AbstractTau pathology and its spatial propagation in Alzheimer's disease (AD) play crucial roles in the neurodegenerative cascade leading to dementia. However, the underlying mechanisms linking tau spreading to glucose metabolism remain elusive. To address this, we aimed to examine the association between pathologic tau aggregation, functional connectivity, and cascading glucose metabolism and further explore the underlying interplay mechanisms. In this prospective cohort study, we enrolled 79 participants with 18F‐Florzolotau positron emission tomography (PET), 18F‐fluorodeoxyglucose PET, resting‐state functional, and anatomical magnetic resonance imaging (MRI) images in the hospital‐based Shanghai Memory Study. We employed generalized linear regression and correlation analyses to assess the associations between Florzolotau accumulation, functional connectivity, and glucose metabolism in whole‐brain and network‐specific manners.
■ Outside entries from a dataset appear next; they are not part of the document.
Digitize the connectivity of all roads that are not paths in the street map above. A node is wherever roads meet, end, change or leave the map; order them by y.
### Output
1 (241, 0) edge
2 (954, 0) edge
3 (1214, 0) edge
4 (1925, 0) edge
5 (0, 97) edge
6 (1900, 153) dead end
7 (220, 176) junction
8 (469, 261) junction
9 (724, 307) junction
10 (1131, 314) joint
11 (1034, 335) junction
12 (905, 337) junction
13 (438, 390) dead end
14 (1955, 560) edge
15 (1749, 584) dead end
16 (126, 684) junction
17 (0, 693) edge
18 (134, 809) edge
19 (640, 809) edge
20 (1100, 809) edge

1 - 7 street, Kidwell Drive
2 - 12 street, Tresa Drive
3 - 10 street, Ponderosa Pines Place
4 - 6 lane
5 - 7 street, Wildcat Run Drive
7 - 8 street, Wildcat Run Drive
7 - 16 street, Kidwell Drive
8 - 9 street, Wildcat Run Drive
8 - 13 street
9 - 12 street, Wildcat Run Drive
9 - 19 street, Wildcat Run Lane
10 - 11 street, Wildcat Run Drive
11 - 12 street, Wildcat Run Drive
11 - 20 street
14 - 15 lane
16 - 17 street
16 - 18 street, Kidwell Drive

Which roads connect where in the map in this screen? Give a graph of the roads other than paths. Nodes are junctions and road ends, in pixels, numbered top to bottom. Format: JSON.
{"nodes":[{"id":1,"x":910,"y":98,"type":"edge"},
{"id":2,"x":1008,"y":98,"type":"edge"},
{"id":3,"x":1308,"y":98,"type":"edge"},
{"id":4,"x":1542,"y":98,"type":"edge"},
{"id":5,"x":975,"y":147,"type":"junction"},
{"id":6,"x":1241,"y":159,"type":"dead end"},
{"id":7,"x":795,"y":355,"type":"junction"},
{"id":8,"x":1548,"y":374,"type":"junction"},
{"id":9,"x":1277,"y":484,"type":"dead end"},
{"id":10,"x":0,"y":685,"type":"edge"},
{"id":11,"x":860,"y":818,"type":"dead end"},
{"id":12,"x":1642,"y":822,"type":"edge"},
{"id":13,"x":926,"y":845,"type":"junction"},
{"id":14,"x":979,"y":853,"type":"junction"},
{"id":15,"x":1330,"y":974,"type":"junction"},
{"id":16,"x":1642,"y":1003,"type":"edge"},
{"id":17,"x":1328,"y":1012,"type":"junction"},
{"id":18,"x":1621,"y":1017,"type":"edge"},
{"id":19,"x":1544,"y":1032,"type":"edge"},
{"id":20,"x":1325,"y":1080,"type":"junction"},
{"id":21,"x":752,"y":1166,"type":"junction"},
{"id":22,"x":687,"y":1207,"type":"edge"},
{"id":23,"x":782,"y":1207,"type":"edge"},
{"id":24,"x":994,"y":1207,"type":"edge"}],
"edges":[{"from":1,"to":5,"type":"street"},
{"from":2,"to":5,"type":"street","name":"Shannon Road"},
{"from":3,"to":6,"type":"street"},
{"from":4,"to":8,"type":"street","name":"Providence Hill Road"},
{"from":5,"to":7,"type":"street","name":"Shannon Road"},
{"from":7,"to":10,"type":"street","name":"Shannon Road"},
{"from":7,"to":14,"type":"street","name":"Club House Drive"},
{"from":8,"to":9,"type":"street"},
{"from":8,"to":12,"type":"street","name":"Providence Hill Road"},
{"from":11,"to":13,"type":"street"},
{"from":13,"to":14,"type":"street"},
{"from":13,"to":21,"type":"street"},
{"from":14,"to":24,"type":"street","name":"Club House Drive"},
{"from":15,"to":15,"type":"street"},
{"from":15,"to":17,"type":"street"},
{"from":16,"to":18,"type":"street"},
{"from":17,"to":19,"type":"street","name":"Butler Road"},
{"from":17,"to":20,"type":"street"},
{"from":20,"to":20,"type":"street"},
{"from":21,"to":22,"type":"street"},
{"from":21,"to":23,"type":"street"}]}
Causal mediation analysis was used to evaluate whether functional connectivity mediates the association between pathologic tau and cascading glucose metabolism. We examined 22 normal controls and 57 patients with AD. In the AD group, functional connectivity was associated with Florzolotau covariance (β = .837, r = 0.472, p < .001) and glucose covariance (β = 1.01, r = 0.499, p < .001). Brain regions with higher tau accumulation tend to be connected to other regions with high tau accumulation through functional connectivity or metabolic connectivity. Mediation analyses further suggest that functional connectivity partially modulates the influence of tau accumulation on downstream glucose metabolism (mediation proportion: 49.9%). Pathologic tau may affect functionally connected neurons directly, triggering downstream glucose metabolism changes. This study sheds light on the intricate relationship between tau pathology, functional connectivity, and downstream glucose metabolism, providing critical insights into AD pathophysiology and potential therapeutic targets.